WHAT TO DO: In how many lines of the records does the word "their" appear? Reply with the number and nothing else.

Stored data entries:
········
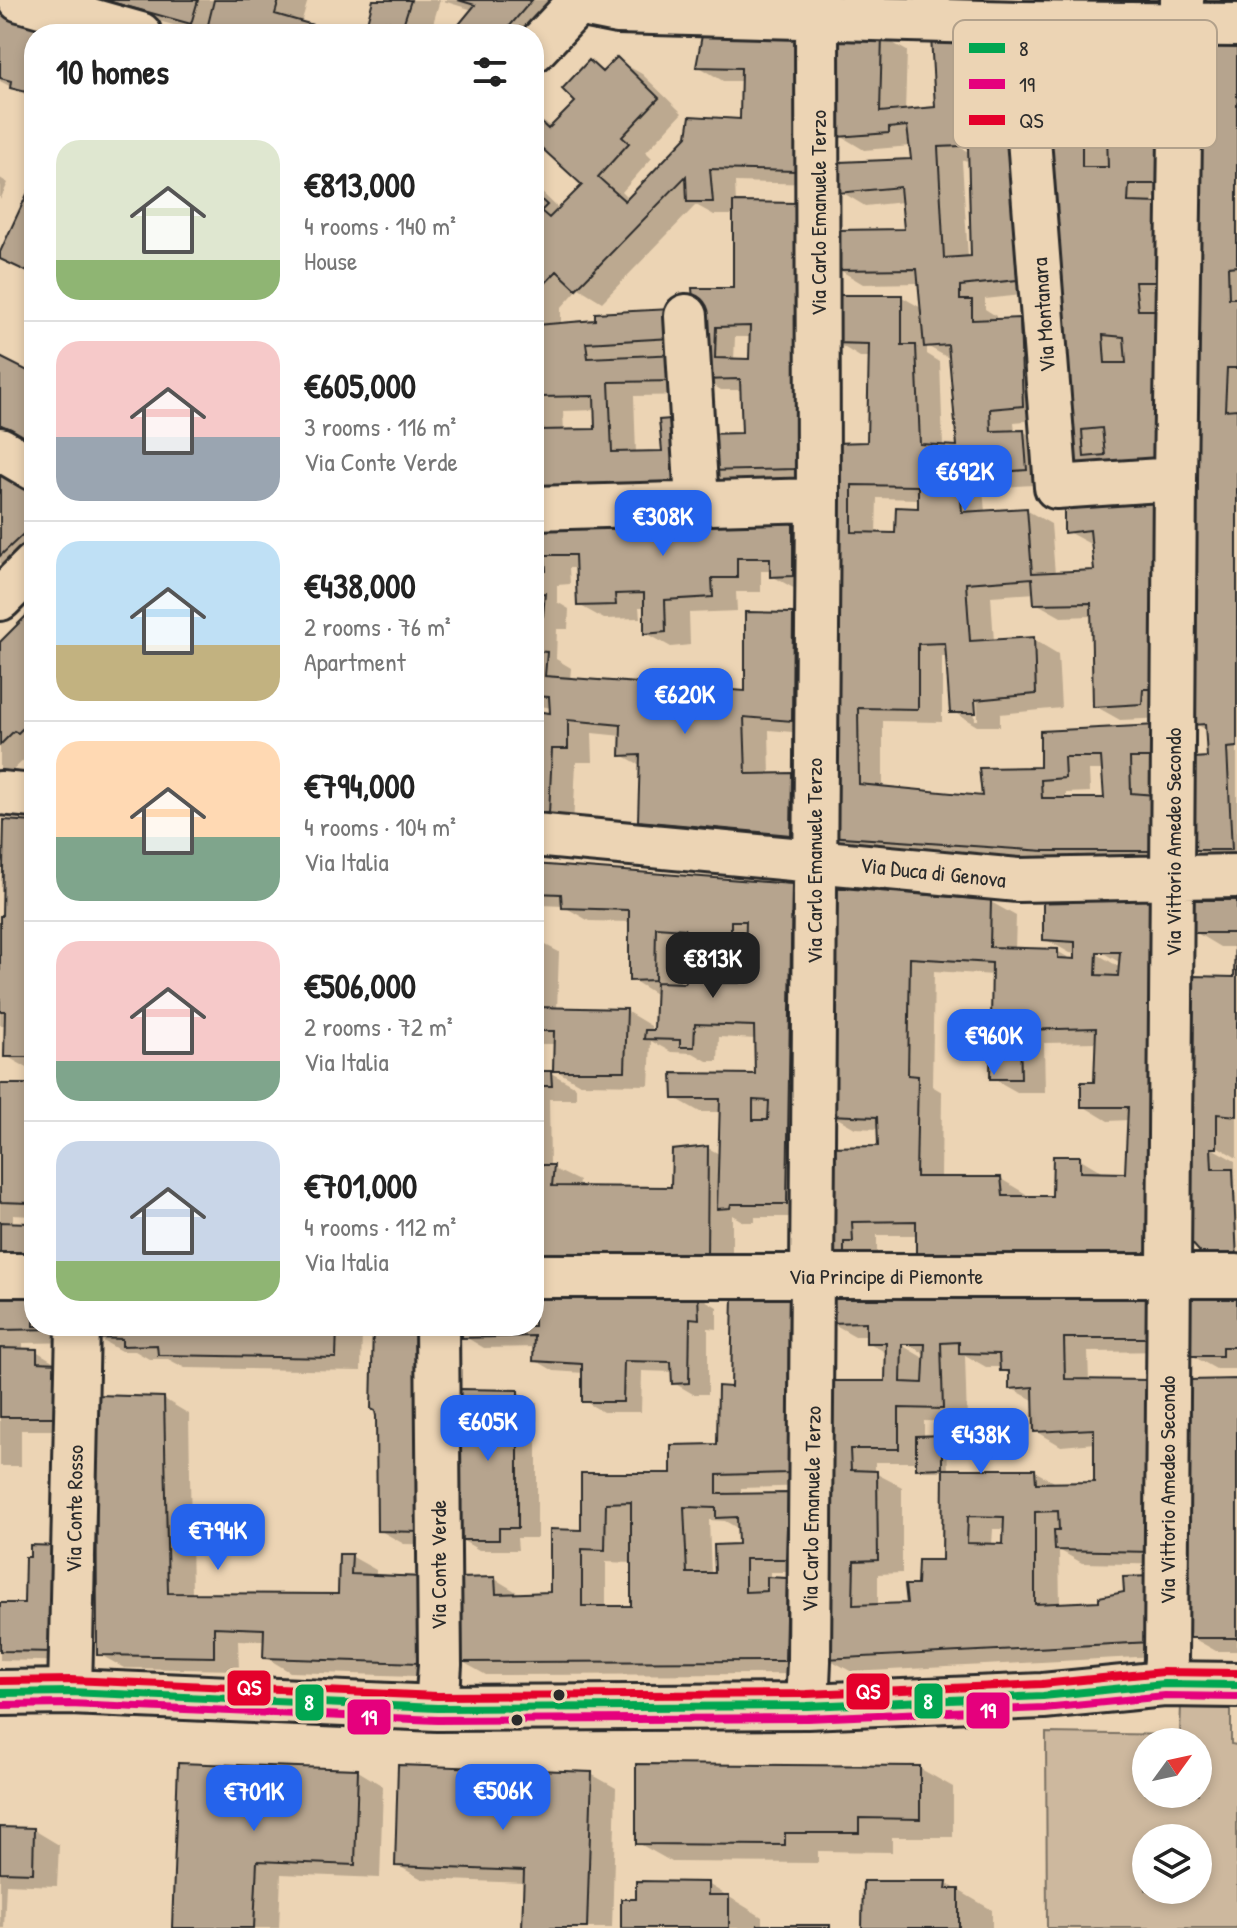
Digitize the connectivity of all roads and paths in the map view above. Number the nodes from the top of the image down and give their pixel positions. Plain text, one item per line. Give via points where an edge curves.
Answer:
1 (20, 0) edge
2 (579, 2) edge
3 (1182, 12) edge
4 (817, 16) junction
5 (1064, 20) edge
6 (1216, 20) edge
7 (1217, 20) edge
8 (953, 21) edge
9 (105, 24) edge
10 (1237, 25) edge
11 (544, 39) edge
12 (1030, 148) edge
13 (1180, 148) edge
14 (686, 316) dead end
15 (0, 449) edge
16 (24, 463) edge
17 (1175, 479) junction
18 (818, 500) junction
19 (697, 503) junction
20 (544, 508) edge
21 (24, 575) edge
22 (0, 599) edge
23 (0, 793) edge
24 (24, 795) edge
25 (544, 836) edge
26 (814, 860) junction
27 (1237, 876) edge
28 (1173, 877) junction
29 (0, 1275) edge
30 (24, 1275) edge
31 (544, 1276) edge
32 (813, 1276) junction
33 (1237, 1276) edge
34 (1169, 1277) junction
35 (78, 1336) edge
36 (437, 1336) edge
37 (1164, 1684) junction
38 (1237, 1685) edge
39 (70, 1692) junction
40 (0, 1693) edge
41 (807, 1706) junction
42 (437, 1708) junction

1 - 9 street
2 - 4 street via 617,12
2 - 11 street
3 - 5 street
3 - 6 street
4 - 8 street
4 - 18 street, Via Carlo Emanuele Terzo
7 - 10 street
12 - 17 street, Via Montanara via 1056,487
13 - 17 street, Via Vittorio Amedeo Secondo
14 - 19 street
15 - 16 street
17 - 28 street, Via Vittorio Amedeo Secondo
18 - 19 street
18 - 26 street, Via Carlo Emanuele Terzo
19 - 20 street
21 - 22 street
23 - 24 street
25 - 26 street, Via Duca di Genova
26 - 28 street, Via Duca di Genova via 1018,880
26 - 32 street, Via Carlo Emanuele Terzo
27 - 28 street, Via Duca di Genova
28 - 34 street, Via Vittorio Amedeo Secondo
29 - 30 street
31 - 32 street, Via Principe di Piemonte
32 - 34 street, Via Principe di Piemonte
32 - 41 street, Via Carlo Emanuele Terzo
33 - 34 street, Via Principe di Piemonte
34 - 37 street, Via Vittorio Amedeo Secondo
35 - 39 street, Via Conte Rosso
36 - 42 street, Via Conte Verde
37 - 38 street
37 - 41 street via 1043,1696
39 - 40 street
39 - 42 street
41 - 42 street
········
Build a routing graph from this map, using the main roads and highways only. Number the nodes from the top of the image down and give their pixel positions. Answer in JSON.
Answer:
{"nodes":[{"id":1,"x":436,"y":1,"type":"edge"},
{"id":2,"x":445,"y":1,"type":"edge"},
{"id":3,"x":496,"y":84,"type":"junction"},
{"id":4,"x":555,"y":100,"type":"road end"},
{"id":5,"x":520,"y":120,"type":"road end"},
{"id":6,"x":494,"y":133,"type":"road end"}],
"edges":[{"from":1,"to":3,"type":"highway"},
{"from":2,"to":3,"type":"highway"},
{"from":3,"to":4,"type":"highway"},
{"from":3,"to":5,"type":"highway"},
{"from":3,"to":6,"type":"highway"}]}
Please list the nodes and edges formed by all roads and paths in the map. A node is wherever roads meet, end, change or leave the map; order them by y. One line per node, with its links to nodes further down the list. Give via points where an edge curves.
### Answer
········
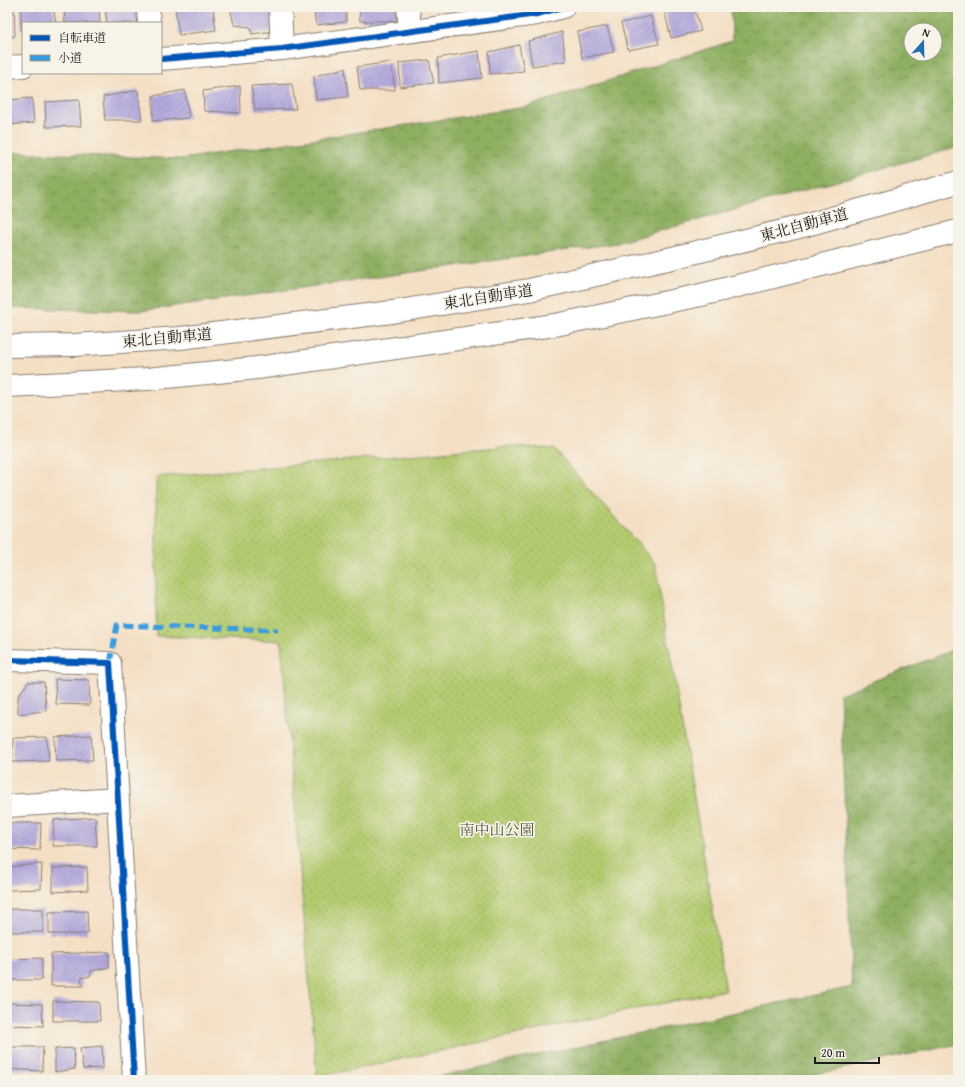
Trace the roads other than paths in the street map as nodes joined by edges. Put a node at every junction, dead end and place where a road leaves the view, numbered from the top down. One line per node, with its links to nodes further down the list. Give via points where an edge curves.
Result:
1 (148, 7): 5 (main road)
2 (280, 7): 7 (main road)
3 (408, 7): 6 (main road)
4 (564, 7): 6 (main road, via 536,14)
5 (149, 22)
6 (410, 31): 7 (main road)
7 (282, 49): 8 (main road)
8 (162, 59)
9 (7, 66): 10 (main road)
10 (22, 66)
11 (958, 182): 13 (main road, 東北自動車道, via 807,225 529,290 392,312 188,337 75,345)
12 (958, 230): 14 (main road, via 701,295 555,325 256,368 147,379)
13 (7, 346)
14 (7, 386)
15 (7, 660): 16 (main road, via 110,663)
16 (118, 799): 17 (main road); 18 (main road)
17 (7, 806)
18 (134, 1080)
········
COMPLETED EXERCISE: 2